Depois que o texto for aprovado, precisará voltar para a Câmara, por ter sido reformulado pelo Senado. Em acordo com o governo, Alcolumbre propôs um repasse fixo. Os R$ 60 bilhões serão pagos em quatro parcelas mensais. O texto exige que R$ 10 bilhões sejam usados em ações de saúde e assistência social. A prioridade deve ser o pagamento de profissionais de saúde, como médicos e enfermeiros, mas essa parte do dinheiro pode ser usada também na contratação de pessoal ligado ao Sistema Único de Saúde (SUS) e ao Sistema Único de Assistência Social (SUAS).

Da parcela de R$ 10 bilhões, R$ 7 bilhões serão destinados aos estados e ao DF, e R$ 3 bilhões, aos municípios.
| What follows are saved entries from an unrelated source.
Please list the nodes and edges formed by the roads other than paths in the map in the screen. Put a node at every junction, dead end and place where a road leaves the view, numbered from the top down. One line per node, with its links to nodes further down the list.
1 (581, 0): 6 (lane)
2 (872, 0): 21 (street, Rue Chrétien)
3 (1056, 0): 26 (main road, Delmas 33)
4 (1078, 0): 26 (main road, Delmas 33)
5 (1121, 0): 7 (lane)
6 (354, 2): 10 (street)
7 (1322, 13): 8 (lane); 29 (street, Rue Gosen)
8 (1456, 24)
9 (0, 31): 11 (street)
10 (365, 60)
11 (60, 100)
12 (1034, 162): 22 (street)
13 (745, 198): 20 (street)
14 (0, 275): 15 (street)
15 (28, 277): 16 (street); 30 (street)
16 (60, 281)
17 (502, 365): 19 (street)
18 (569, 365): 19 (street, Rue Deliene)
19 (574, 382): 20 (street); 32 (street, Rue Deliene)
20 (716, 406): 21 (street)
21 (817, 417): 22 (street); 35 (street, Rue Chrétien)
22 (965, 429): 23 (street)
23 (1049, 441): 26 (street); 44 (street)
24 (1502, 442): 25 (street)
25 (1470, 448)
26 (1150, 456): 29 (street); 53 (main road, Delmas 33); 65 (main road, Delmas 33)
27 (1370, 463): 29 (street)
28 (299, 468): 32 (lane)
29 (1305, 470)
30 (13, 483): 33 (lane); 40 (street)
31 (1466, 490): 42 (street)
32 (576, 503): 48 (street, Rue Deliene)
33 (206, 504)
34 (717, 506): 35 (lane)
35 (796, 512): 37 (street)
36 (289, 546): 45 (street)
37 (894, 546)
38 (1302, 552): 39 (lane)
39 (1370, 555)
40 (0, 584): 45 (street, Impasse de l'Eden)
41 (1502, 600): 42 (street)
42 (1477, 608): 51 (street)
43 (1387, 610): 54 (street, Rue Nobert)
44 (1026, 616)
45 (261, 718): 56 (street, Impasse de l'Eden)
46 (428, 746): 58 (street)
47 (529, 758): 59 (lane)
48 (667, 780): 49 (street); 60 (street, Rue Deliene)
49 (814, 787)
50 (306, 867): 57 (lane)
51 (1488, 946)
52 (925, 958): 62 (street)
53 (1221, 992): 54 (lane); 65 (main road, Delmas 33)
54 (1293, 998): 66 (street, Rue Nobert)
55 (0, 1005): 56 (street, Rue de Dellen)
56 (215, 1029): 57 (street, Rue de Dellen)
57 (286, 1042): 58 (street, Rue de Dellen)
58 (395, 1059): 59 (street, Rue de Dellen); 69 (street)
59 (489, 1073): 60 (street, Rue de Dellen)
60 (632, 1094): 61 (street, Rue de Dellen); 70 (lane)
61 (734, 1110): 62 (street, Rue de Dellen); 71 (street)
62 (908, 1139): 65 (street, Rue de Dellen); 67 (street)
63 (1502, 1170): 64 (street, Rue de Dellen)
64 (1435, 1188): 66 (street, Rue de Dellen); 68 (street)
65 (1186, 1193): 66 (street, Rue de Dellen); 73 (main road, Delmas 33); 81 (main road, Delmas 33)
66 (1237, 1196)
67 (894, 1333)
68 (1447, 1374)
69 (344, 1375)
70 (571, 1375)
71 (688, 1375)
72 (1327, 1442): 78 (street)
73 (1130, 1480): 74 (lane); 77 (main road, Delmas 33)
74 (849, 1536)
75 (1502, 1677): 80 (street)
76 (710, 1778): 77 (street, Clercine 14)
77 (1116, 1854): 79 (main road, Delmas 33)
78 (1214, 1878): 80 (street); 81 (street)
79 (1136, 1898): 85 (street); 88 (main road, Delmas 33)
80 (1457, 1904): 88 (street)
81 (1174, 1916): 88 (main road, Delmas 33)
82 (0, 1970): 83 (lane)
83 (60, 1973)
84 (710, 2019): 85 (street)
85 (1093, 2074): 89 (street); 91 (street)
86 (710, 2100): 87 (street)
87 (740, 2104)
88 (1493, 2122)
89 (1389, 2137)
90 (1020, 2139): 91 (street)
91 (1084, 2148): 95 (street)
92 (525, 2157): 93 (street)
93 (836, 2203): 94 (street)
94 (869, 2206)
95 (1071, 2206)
A primeira parte será dividida da seguinte forma: 60% de acordo com a taxa de incidência da Covid-19 no estado e os outros 40% serão pagos com base na população. A taxa de incidência mede o número de novos casos no local e serve como indicador da capacidade do sistema de saúde local acolher os infectados, explica o parecer.

A quantidade de habitantes será o único critério para divisão dos R$ 3 bilhões destinados aos municípios. A condição foi adotada para evitar medidas que estimulem ações que podem contribuir para espalhar o vírus, como a liberação de quarentenas. Além disso, é mais difícil medir a taxa de incidência em nível municipal, segundo o relator.